Execute it as a spark java application using the punchlinectl command line tool:

punchlinectl start -p examples/punchlines/hello_world.punchline -r spark
punchlinectl start -p resources/track1/punchlinectl/hello_world.punchline -r spark

Execute it now as a spark python application

punchlinectl start -p resources/track1/punchlinectl/hello_world.punchline -r pyspark

Tip

There are many benefits of representing applications using graphs. 1. you do not code anymore, you assemble ready to use nodes 2. your application can be checked and audited before running in production 3. data access is made dramatically easier using the many input/output nodes to read files, sql databases, kafka, elasticsearch etc.. 4. applications can be protected without impact to you

Plans

Info

Often, you need to periodically run a punchline to process some ranges of data. For example running an application every hour that will detect new data arrival in the last hour. This is a basic need. Instead of coding this on you own, the punch provides you with plans. A plan simply schedules a punchline.

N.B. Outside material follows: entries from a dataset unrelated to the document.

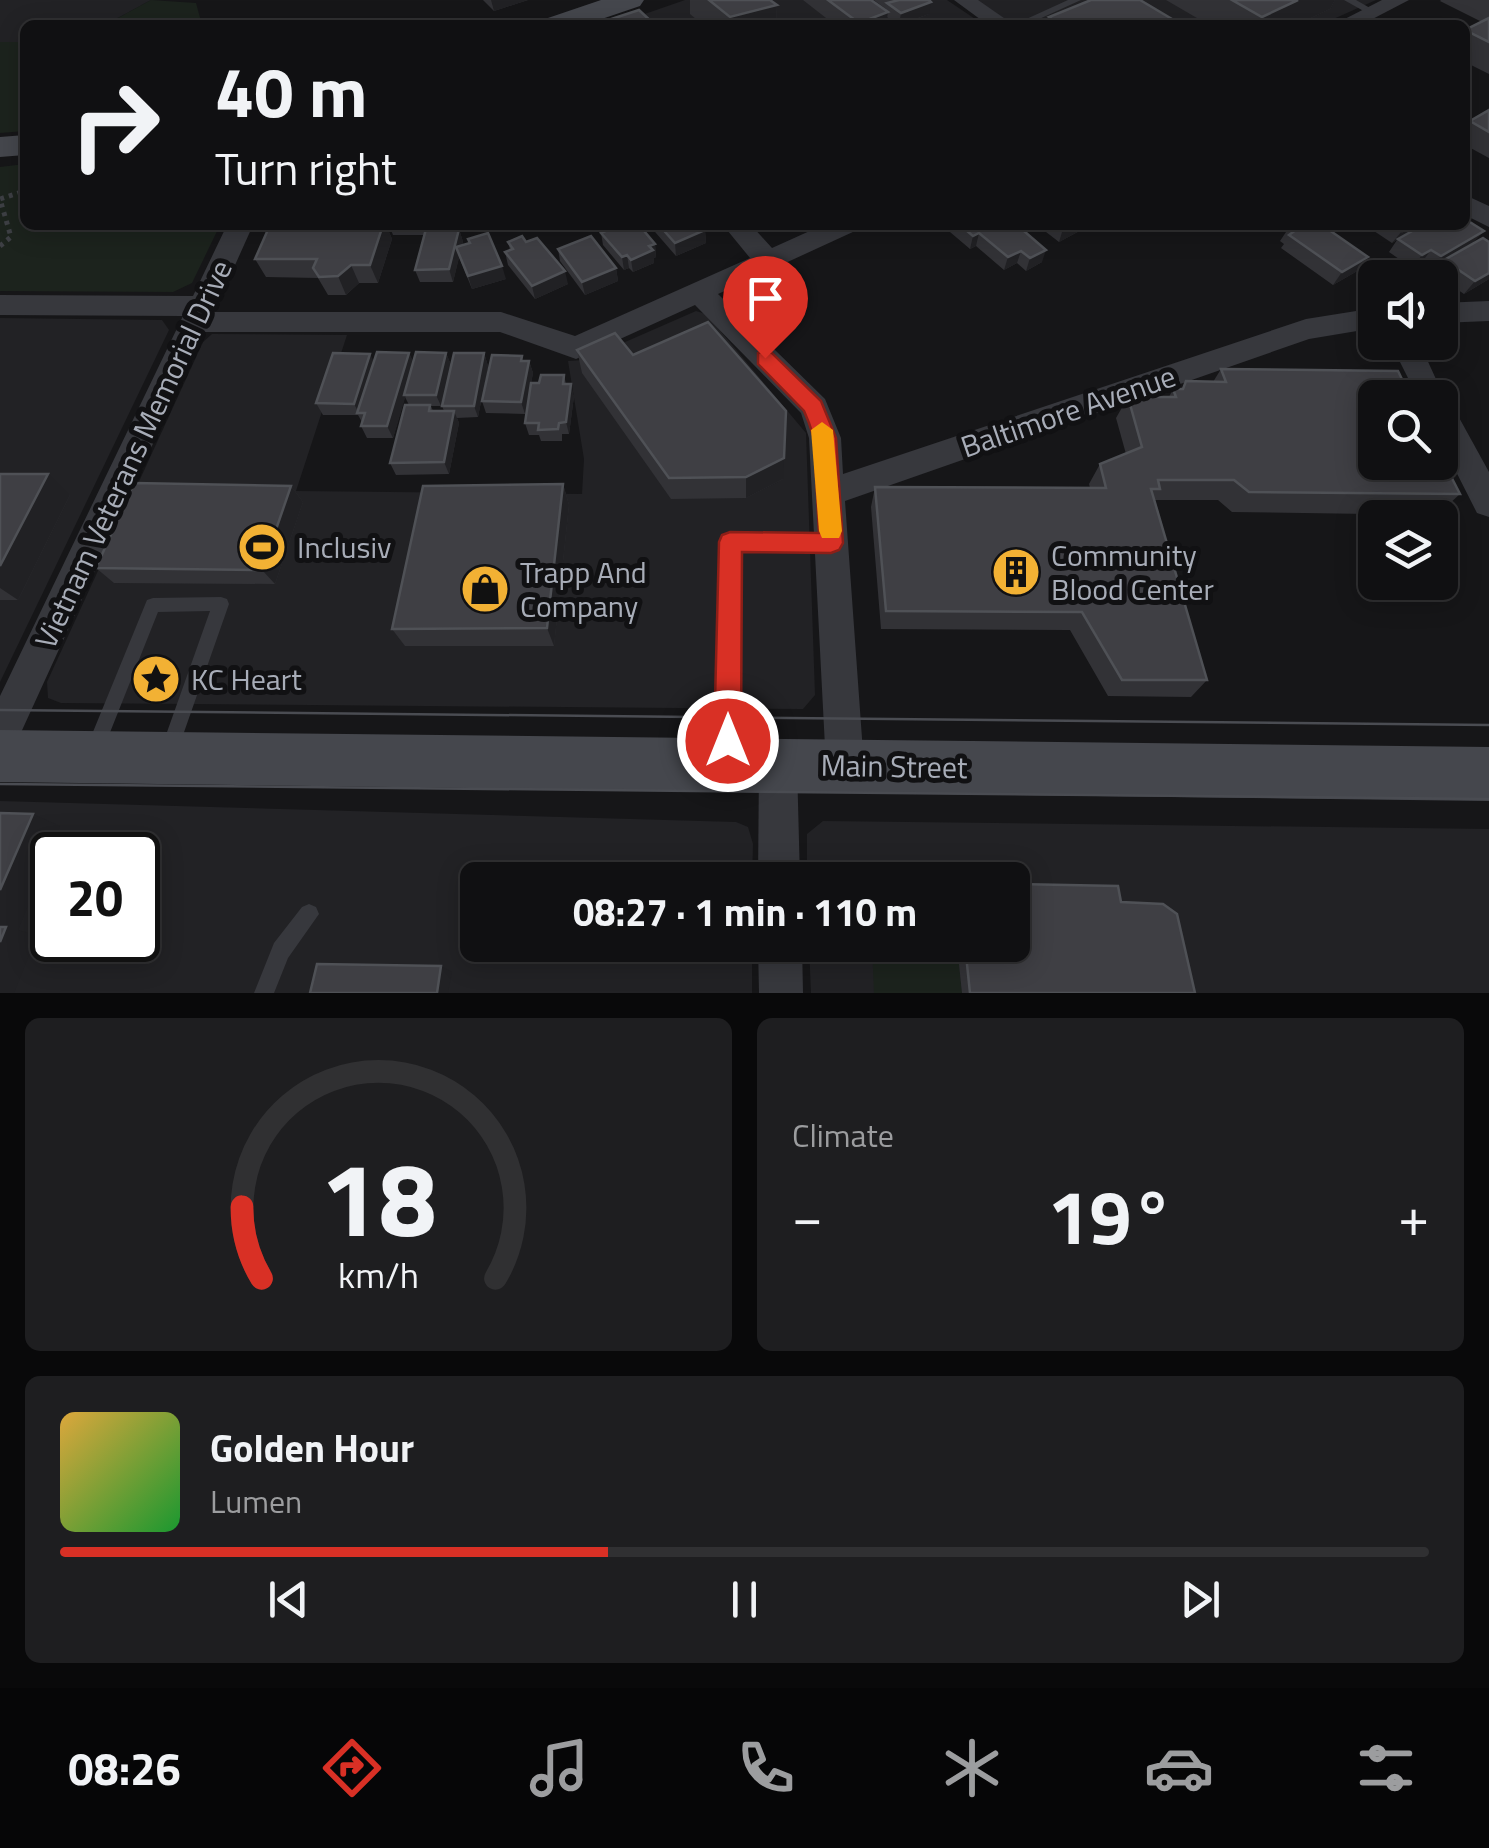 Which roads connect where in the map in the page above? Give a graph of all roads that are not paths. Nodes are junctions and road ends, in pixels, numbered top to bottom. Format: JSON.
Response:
{"nodes":[{"id":1,"x":630,"y":0,"type":"edge"},
{"id":2,"x":964,"y":0,"type":"edge"},
{"id":3,"x":1076,"y":0,"type":"edge"},
{"id":4,"x":1349,"y":0,"type":"edge"},
{"id":5,"x":1398,"y":0,"type":"edge"},
{"id":6,"x":1372,"y":12,"type":"junction"},
{"id":7,"x":570,"y":20,"type":"edge"},
{"id":8,"x":995,"y":20,"type":"edge"},
{"id":9,"x":1030,"y":20,"type":"edge"},
{"id":10,"x":1355,"y":20,"type":"edge"},
{"id":11,"x":238,"y":230,"type":"edge"},
{"id":12,"x":740,"y":230,"type":"edge"},
{"id":13,"x":835,"y":230,"type":"edge"},
{"id":14,"x":768,"y":261,"type":"junction"},
{"id":15,"x":700,"y":293,"type":"junction"},
{"id":16,"x":0,"y":305,"type":"edge"},
{"id":17,"x":1489,"y":311,"type":"edge"},
{"id":18,"x":1458,"y":312,"type":"edge"},
{"id":19,"x":199,"y":314,"type":"junction"},
{"id":20,"x":1358,"y":320,"type":"edge"},
{"id":21,"x":1458,"y":444,"type":"edge"},
{"id":22,"x":828,"y":493,"type":"junction"},
{"id":23,"x":1489,"y":503,"type":"edge"},
{"id":24,"x":832,"y":552,"type":"junction"},
{"id":25,"x":0,"y":737,"type":"edge"},
{"id":26,"x":0,"y":756,"type":"edge"},
{"id":27,"x":92,"y":757,"type":"junction"},
{"id":28,"x":167,"y":758,"type":"junction"},
{"id":29,"x":753,"y":765,"type":"junction"},
{"id":30,"x":845,"y":766,"type":"junction"},
{"id":31,"x":1489,"y":774,"type":"edge"},
{"id":32,"x":775,"y":862,"type":"edge"},
{"id":33,"x":309,"y":914,"type":"dead end"},
{"id":34,"x":780,"y":962,"type":"edge"},
{"id":35,"x":264,"y":993,"type":"edge"},
{"id":36,"x":781,"y":993,"type":"edge"}],
"edges":[{"from":1,"to":7,"type":"main road"},
{"from":2,"to":8,"type":"street"},
{"from":3,"to":9,"type":"lane"},
{"from":4,"to":6,"type":"lane"},
{"from":5,"to":6,"type":"street"},
{"from":6,"to":10,"type":"street"},
{"from":11,"to":19,"type":"street","name":"Vietnam Veterans Memorial Drive"},
{"from":12,"to":14,"type":"street"},
{"from":13,"to":14,"type":"street"},
{"from":14,"to":15,"type":"street"},
{"from":15,"to":19,"type":"street"},
{"from":15,"to":22,"type":"street"},
{"from":16,"to":19,"type":"street"},
{"from":17,"to":18,"type":"street"},
{"from":19,"to":25,"type":"street","name":"Vietnam Veterans Memorial Drive"},
{"from":20,"to":22,"type":"street","name":"Baltimore Avenue"},
{"from":21,"to":23,"type":"street"},
{"from":22,"to":24,"type":"street"},
{"from":24,"to":29,"type":"lane"},
{"from":24,"to":30,"type":"street"},
{"from":26,"to":27,"type":"main road","name":"Main Street"},
{"from":27,"to":28,"type":"main road","name":"Main Street"},
{"from":27,"to":28,"type":"lane"},
{"from":28,"to":29,"type":"main road","name":"Main Street"},
{"from":29,"to":30,"type":"main road","name":"Main Street"},
{"from":29,"to":32,"type":"street"},
{"from":30,"to":31,"type":"main road","name":"Main Street"},
{"from":33,"to":35,"type":"lane"},
{"from":34,"to":36,"type":"street"}]}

Have a look at the plan.hjson in the conf/tenants/training/channels/spark_plan folder, together with the hello_world.punchline.

Use the planctl command line tool to start it. Notice here we request it to run in the regular (java-based) runtime.

planctl start --plan resources/track1/planctl/plan.hjson \
        --template resources/track1/planctl/hello_world.punchline \
        -r spark

Plans can also submit applications to a python spark engine.

planctl start --plan resources/track1/planctl/plan.hjson \
        --template resources/track1/planctl/hello_world.punchline \
        -r pyspark

Tip

If you tink about, this is really magic. The same application can be submitted as a java or python app. Why does the punch offer this feature ? Not really because it make sense from a runtime point of view. In reality you will setup punchline leveraging python-only or java-only processing or IO nodes. And your punchlines will only be compatible with a given runtime. This said the same dag model is used for all punch application : stream, batch, python or java. This is a key strength of the punch.

Coming back to the example you just executed, it turns out that all the nodes in the sample hello punchline are both available in the java and python punch node libraries. Hence the magic.

Question

Can you imagine three functional examples where a plan would be useful ?

Working with Channels

Add a Punchline to a channel

Info

On a production platform a spark punchlines must be properly scheduled to run. You do that by making it declared as a shiva scheduled application. That guarantees you punchline will always be running. Should a server fail, it will be properly rescheduled on another server.

Check out the conf/tenants/training/channels/spark_punchline channel. It illustrates how to define a channel that includes a single punchline application. Have a look at the channel_structure.json file, it is self explanatory.

Use now the channelctl tool to start and stop that channel:

# step 1 check nothing is running
channelctl --tenant training status

# step 2 start a channel that includes a pyspark plan
channelctl start --tenant training --channel spark_punchline

# step 3 check trhe status, it must be active
channelctl --tenant training status

# step 3 stop cyoru channel
channelctl --tenant training stop --channel spark_punchline

# step 6 and make sure it is indeed stopped
channelctl --tenant training status

Repeat the same sequence with the pyspark_punchline channel.

Add a Plan to a channel

Info

Just like for punchlines, plan must be executed in a resilient manner. Plans can also be declared as part of a shiva application.

Check out the conf/tenants/training/channels/spark_plan channel. It illustrates how to define a channel that includes a single punchline application. Have a look at the channel_structure.json file, it is self explanatory.

Execute the following sequence of actions:

# step 1 check nothing is running
channelctl --tenant training status

# step 2 start a channel that includes a pyspark plan
channelctl start --tenant training --channel spark_plan

# step 3 check trhe status, it must be active
channelctl --tenant training status

# step 3 stop cyoru channel
channelctl --tenant training stop --channel spark_plan

# step 6 and make sure it is indeed stopped
channelctl --tenant training status

Repeat the same sequence with the pyspark_plan channel.